(Records from a data source)
────────────────────────────────────────
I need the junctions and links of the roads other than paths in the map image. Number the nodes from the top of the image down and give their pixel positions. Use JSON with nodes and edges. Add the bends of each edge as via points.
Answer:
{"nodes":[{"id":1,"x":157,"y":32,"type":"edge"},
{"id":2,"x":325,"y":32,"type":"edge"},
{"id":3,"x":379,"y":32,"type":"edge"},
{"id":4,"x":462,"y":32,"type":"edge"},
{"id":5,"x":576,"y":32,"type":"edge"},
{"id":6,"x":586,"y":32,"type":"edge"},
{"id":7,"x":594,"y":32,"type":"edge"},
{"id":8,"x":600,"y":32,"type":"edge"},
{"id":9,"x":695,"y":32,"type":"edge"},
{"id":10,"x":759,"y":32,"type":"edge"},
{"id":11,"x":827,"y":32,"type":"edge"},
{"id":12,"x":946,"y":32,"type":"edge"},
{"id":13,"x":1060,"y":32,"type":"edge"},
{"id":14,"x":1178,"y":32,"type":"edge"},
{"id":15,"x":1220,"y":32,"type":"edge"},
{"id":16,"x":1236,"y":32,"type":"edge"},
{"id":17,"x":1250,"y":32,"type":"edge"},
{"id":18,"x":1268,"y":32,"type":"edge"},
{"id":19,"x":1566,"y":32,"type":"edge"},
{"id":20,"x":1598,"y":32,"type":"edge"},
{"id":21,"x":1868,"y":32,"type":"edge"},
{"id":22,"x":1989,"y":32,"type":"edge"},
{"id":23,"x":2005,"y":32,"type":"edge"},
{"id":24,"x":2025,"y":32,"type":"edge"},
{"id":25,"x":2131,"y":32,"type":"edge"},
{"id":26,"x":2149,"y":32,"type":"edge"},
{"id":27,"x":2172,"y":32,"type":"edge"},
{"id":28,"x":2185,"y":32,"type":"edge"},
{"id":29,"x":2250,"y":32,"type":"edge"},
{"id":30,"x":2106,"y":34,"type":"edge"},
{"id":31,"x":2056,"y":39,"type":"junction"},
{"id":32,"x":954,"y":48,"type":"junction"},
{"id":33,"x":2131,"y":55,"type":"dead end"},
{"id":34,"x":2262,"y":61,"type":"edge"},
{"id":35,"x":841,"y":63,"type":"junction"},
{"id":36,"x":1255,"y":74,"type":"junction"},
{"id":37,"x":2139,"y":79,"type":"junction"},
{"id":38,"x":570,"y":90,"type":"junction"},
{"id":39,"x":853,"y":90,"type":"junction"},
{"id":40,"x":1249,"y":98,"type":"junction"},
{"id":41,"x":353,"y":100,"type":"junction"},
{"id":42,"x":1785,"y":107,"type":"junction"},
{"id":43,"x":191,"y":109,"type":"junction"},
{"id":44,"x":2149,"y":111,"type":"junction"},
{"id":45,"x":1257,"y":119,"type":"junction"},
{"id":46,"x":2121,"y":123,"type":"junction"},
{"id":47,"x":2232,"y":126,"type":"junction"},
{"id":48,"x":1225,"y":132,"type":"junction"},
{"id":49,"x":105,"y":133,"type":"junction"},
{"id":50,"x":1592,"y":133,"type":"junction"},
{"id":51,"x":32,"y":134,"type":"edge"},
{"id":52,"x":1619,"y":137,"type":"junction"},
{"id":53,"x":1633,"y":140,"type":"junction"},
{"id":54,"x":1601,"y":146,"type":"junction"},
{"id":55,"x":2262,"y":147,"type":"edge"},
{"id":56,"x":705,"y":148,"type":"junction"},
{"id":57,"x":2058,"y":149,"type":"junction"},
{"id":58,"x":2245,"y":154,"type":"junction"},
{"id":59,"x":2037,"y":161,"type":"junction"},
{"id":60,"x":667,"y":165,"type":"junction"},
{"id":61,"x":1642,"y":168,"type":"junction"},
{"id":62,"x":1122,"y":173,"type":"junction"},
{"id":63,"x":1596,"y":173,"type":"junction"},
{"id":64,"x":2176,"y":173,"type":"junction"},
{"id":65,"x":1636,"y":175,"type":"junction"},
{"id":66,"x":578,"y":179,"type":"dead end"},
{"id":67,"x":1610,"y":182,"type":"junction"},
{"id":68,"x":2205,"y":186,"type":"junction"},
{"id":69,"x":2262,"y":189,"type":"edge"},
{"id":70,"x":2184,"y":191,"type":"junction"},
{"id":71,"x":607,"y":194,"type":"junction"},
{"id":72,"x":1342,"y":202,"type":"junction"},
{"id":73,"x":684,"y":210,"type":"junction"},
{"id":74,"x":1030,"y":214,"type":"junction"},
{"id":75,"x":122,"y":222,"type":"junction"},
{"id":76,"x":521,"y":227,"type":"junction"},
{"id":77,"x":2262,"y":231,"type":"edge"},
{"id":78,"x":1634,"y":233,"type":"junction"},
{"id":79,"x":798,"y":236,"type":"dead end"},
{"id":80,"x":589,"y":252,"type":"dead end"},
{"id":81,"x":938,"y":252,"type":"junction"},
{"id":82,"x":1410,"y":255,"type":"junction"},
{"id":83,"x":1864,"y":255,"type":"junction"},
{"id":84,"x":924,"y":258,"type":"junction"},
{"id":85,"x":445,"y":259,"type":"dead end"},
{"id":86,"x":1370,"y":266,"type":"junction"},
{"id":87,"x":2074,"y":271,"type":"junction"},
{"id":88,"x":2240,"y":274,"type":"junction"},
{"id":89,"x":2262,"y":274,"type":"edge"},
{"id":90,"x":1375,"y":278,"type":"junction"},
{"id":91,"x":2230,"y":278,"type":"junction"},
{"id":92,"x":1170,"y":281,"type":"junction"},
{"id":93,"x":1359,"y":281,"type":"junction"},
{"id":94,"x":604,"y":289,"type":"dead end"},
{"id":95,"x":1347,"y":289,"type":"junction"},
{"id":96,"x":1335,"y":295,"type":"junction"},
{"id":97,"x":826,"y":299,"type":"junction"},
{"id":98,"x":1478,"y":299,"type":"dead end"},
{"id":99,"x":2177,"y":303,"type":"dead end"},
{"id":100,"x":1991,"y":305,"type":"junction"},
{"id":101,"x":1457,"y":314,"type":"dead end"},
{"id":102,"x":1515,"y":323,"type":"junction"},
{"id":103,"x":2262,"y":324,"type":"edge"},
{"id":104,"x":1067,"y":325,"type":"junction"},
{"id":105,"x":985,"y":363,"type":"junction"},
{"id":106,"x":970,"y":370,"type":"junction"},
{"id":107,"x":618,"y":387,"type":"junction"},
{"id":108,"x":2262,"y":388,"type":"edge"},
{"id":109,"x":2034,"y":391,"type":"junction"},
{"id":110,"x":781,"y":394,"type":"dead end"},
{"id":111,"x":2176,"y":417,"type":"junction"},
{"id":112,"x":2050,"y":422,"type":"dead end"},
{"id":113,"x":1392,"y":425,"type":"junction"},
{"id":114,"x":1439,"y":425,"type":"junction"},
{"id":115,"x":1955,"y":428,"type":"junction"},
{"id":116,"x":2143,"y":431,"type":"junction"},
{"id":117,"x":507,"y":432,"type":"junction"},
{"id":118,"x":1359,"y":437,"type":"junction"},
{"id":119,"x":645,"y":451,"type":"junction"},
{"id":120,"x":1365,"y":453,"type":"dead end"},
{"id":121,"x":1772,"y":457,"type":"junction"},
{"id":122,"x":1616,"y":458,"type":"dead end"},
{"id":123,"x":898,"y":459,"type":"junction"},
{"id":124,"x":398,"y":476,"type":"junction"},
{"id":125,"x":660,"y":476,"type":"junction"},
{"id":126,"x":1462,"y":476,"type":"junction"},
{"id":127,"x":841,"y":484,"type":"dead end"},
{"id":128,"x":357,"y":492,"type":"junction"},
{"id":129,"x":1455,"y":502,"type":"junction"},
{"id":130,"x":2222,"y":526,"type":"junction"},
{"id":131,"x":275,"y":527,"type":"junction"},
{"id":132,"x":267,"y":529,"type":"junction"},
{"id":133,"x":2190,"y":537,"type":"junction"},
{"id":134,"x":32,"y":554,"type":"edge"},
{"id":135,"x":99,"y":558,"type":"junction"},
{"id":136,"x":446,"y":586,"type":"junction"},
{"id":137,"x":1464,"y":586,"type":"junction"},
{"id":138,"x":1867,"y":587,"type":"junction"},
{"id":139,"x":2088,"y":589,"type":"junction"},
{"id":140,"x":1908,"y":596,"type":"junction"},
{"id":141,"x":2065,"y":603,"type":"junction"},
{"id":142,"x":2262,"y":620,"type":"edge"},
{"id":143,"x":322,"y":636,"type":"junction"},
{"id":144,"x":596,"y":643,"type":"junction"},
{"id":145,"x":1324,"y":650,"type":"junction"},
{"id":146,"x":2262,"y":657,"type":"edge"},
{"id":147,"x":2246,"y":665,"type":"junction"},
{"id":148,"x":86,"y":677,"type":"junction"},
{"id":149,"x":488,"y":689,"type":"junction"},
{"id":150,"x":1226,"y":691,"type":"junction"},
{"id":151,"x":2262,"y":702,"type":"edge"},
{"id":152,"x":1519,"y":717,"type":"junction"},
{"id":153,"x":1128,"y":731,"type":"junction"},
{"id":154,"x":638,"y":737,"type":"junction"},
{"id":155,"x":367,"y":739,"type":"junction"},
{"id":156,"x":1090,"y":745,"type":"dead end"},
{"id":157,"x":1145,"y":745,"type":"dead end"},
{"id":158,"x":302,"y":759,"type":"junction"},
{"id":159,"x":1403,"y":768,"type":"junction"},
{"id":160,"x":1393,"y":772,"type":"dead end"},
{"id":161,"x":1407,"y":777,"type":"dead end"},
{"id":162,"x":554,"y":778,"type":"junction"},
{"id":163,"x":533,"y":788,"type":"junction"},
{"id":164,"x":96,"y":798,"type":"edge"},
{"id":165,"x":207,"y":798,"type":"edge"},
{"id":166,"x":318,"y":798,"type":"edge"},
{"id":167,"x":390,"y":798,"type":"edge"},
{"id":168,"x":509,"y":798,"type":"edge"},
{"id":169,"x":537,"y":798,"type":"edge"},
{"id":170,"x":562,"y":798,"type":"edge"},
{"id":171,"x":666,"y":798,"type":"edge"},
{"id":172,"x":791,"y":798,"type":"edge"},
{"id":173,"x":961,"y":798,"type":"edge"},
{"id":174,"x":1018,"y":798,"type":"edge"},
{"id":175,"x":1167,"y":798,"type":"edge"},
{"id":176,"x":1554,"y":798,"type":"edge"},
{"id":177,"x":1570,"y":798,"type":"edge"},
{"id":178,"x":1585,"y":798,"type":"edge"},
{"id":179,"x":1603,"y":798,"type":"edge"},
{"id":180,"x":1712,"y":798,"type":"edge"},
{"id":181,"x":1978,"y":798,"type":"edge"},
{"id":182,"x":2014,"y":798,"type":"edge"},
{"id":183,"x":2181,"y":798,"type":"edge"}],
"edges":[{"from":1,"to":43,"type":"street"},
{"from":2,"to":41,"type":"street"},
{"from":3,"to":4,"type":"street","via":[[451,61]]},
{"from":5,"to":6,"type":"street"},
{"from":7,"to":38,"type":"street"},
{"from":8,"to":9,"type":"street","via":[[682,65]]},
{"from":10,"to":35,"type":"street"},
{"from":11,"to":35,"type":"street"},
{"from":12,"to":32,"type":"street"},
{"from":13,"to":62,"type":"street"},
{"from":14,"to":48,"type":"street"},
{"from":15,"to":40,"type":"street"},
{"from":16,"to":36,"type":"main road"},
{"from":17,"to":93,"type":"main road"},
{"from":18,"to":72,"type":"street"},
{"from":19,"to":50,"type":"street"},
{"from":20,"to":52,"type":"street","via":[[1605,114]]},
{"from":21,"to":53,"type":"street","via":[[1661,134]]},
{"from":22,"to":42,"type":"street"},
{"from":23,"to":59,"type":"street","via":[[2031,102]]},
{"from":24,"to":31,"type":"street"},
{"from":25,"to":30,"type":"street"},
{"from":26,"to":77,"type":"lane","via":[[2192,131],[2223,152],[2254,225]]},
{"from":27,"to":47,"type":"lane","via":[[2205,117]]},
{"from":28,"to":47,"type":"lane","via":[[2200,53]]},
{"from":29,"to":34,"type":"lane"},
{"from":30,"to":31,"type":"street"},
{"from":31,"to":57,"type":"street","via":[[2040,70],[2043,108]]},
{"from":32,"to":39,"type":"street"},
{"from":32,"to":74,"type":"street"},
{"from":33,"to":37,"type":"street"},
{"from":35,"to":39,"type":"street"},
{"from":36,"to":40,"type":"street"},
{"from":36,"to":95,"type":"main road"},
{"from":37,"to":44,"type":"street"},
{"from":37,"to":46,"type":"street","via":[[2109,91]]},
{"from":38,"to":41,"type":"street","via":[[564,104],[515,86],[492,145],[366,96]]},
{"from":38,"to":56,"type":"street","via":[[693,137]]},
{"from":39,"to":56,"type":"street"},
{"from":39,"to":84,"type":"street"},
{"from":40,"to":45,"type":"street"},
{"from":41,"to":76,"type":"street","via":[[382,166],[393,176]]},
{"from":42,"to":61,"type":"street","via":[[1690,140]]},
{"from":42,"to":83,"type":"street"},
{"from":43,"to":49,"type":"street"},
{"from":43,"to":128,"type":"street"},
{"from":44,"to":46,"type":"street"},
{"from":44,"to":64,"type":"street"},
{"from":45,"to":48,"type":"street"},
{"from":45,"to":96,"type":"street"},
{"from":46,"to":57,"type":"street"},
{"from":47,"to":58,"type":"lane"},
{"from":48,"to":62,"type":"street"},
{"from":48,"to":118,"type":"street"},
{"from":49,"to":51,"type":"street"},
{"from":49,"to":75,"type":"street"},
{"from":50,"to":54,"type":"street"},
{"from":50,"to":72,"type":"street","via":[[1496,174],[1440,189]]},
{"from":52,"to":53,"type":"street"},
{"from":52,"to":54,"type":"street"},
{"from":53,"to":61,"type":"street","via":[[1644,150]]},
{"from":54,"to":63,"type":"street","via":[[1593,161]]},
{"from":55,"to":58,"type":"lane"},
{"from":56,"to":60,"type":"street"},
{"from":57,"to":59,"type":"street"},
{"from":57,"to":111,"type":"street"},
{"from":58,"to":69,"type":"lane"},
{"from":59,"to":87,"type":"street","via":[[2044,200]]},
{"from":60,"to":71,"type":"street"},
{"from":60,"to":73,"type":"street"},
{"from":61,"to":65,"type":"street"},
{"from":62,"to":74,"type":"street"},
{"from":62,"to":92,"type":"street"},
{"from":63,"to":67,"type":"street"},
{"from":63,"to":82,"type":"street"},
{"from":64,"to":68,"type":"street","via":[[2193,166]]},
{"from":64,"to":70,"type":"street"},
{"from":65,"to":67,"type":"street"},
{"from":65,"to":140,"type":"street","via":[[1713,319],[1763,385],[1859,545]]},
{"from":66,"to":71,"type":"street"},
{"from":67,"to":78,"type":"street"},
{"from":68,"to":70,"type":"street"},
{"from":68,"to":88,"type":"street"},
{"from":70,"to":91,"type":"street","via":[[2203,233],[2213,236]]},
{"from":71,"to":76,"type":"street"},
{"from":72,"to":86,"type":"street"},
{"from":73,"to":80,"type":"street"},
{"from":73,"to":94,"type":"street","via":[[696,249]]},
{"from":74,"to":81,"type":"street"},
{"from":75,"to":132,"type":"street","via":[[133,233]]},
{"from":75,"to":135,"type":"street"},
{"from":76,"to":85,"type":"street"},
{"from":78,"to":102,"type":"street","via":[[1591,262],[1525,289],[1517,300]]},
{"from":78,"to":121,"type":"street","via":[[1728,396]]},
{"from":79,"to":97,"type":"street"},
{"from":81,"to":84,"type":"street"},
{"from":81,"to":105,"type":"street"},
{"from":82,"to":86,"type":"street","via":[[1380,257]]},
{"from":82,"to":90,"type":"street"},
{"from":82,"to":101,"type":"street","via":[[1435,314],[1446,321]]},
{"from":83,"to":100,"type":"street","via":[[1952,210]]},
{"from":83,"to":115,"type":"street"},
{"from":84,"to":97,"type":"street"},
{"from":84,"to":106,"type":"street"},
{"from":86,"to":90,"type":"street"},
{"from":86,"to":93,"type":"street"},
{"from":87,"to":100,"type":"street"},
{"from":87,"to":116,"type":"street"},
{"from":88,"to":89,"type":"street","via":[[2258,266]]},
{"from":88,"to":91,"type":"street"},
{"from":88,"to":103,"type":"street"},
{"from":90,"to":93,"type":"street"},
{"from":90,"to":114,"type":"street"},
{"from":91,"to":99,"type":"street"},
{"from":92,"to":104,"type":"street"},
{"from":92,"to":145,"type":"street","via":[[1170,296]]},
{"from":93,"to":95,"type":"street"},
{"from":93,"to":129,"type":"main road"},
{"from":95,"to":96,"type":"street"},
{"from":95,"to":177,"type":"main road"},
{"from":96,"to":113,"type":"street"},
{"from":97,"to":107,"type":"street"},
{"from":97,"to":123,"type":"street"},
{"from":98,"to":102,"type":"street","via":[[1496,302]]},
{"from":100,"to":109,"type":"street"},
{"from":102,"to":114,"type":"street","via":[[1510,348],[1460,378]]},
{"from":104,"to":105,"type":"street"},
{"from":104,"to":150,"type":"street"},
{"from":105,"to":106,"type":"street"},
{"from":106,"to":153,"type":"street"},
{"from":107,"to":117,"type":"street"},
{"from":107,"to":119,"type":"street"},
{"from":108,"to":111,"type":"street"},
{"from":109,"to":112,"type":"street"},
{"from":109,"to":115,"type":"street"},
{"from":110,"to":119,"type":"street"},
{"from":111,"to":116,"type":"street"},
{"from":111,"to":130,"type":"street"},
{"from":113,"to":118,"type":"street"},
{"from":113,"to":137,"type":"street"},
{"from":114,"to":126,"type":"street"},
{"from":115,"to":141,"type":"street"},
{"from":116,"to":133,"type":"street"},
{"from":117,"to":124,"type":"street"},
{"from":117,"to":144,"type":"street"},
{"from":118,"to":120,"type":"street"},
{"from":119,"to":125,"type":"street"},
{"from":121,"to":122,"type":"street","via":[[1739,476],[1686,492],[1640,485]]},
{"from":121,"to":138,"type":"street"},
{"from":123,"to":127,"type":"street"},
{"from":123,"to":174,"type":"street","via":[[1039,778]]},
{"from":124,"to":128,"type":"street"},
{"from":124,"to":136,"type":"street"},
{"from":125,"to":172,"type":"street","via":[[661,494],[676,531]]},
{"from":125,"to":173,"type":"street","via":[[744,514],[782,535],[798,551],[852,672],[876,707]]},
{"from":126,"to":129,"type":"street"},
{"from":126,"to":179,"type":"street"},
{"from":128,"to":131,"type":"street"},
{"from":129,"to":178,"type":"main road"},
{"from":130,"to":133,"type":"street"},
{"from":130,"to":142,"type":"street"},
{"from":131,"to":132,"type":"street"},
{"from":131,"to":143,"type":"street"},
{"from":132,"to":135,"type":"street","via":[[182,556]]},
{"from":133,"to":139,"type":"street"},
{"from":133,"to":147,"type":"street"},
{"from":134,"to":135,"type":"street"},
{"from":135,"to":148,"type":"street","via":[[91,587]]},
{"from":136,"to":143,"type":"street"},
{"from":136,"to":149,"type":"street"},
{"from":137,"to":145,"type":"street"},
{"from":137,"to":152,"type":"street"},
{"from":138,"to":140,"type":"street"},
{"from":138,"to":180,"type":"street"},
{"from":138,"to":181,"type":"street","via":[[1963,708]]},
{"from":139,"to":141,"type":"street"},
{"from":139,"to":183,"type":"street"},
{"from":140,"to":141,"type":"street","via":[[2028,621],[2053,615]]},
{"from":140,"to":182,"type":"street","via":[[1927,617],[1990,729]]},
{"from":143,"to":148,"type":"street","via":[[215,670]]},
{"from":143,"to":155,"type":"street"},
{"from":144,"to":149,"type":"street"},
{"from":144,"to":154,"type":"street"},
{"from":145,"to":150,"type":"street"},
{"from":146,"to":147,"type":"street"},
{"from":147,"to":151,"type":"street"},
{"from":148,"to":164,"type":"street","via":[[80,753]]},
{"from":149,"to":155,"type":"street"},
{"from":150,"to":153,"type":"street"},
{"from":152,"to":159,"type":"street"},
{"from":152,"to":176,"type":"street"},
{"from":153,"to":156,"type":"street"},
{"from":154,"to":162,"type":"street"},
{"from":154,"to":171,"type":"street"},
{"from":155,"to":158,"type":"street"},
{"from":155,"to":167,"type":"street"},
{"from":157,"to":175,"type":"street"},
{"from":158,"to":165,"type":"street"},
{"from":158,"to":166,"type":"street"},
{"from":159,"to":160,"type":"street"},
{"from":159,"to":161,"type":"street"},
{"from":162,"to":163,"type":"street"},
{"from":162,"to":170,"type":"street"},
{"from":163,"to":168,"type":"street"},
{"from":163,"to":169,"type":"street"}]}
────────────────────────────────────────
● Your assignment
Search the entries above for the string "main". Copy each line that holds it.

● Result for this task
{"from":16,"to":36,"type":"main road"},
{"from":17,"to":93,"type":"main road"},
{"from":36,"to":95,"type":"main road"},
{"from":93,"to":129,"type":"main road"},
{"from":95,"to":177,"type":"main road"},
{"from":129,"to":178,"type":"main road"},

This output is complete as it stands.